§ Work request
Among the entries below, how many lines have the word "main"? Answer only with the number.

§ Information provided
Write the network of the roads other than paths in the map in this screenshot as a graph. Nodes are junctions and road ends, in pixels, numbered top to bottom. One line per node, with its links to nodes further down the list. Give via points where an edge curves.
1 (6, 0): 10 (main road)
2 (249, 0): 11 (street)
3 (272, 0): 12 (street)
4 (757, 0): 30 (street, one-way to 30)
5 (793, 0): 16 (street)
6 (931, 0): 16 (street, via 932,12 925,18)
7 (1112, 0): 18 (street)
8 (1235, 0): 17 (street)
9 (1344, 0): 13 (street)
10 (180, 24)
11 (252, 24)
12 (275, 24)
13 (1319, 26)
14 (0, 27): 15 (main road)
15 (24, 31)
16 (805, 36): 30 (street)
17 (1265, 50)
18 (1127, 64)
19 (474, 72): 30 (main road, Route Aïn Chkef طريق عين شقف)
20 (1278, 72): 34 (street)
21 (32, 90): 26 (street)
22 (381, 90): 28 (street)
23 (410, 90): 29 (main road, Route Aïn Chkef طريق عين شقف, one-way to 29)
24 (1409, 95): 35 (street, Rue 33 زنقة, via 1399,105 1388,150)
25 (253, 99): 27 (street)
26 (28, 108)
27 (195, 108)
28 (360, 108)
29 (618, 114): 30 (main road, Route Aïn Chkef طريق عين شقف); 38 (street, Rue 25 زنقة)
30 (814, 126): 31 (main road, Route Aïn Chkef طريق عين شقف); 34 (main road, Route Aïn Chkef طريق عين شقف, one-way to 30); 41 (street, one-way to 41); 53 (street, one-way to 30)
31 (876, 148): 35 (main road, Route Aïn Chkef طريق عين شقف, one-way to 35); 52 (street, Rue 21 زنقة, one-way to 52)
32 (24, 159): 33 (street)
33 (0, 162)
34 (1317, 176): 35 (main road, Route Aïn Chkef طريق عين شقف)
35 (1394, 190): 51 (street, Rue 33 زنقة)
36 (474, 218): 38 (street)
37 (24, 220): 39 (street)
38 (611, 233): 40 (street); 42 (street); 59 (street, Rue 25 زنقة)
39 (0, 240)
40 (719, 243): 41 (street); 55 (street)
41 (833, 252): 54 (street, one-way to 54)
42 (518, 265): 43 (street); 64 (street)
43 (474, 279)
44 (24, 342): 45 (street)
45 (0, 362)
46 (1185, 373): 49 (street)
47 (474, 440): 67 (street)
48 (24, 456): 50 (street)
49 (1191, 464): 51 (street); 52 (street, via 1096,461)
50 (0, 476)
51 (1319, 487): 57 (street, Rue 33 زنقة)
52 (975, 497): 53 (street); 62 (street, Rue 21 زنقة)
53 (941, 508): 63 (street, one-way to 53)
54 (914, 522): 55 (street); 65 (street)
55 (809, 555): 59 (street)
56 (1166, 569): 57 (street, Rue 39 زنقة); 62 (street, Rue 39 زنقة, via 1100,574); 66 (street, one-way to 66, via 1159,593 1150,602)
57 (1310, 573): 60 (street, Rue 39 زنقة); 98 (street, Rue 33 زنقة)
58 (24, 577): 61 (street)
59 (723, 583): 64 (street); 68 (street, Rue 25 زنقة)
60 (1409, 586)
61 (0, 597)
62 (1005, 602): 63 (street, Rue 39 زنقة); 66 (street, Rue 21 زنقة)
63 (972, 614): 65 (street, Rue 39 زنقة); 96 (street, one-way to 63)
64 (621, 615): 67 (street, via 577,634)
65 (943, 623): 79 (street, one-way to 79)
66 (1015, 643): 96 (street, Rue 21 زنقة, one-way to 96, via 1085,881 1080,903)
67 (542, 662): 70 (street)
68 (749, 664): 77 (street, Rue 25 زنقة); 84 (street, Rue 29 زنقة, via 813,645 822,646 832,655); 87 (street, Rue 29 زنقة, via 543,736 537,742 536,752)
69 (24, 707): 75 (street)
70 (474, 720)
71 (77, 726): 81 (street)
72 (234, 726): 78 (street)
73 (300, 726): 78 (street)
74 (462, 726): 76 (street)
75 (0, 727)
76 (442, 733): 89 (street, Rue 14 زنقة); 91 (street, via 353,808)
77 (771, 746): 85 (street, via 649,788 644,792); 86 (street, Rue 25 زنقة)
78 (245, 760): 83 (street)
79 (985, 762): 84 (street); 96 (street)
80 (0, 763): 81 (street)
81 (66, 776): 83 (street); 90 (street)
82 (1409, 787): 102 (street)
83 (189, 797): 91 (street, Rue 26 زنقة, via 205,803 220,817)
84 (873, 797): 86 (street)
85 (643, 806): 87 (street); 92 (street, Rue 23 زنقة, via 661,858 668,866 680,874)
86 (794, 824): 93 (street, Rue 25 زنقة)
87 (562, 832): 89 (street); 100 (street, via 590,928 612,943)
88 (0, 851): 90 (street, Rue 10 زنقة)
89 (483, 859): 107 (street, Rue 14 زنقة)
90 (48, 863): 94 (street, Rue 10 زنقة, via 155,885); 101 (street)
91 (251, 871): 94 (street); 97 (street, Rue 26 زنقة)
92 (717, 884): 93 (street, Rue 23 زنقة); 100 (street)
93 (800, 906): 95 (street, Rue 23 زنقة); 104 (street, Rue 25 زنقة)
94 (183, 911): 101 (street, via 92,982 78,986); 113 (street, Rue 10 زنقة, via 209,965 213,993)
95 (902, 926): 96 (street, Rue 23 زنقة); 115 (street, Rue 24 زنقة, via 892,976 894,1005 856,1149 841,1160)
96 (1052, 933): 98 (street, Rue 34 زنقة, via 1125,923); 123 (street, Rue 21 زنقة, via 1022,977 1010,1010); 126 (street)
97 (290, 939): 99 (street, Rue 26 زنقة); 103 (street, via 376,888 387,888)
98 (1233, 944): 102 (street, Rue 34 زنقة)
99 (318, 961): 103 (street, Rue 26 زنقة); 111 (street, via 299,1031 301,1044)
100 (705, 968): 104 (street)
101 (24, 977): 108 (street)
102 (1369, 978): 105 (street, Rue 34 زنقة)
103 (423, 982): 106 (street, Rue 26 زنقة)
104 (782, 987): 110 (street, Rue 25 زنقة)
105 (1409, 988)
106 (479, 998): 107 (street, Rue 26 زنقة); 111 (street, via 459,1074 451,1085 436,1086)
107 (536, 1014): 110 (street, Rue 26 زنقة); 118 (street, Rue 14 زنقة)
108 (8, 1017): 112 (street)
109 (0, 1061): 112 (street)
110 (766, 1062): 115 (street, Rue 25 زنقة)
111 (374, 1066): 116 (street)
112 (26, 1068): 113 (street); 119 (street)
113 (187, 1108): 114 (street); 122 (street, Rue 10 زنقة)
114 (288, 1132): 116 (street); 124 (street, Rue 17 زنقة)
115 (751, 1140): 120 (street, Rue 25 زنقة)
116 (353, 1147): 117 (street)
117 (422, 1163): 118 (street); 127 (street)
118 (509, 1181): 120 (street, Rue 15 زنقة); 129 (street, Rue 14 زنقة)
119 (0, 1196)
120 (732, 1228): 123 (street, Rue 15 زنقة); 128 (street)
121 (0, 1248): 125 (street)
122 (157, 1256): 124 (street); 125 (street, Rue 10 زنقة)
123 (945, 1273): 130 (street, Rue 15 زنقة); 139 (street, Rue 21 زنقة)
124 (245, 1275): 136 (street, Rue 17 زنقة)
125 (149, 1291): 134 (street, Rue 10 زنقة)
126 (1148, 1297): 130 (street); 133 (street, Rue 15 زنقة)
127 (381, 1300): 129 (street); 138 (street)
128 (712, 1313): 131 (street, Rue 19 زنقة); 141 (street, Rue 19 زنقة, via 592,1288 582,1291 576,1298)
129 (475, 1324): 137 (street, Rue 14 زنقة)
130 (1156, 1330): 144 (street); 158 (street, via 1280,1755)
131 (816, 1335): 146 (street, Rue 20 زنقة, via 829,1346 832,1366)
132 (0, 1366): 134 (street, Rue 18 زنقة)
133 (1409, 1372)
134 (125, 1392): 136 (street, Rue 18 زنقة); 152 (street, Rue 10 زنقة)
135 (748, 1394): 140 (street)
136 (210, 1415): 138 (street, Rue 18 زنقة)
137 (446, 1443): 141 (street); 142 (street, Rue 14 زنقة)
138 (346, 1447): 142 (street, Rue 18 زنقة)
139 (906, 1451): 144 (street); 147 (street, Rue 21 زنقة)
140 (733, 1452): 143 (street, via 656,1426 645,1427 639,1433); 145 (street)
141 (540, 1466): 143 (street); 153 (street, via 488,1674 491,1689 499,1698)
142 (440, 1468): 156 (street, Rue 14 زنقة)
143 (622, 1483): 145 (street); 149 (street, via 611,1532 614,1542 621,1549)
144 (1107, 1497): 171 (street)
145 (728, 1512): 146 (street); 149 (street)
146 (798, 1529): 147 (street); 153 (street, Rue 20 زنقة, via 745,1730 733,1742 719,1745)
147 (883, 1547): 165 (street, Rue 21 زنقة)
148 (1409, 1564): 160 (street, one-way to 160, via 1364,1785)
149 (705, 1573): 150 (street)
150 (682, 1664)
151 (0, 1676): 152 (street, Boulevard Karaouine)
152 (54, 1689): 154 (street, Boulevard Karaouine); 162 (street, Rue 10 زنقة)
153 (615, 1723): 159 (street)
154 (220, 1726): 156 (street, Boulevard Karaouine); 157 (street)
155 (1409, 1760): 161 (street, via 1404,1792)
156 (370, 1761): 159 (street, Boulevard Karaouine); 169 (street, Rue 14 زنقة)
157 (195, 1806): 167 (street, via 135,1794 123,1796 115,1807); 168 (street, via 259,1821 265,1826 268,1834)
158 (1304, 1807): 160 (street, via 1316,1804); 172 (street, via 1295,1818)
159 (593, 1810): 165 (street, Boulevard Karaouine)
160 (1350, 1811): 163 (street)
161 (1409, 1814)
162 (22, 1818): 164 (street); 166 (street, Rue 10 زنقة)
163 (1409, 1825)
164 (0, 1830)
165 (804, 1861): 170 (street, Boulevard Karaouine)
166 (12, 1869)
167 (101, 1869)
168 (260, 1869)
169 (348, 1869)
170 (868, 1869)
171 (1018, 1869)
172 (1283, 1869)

§ Exercise output
8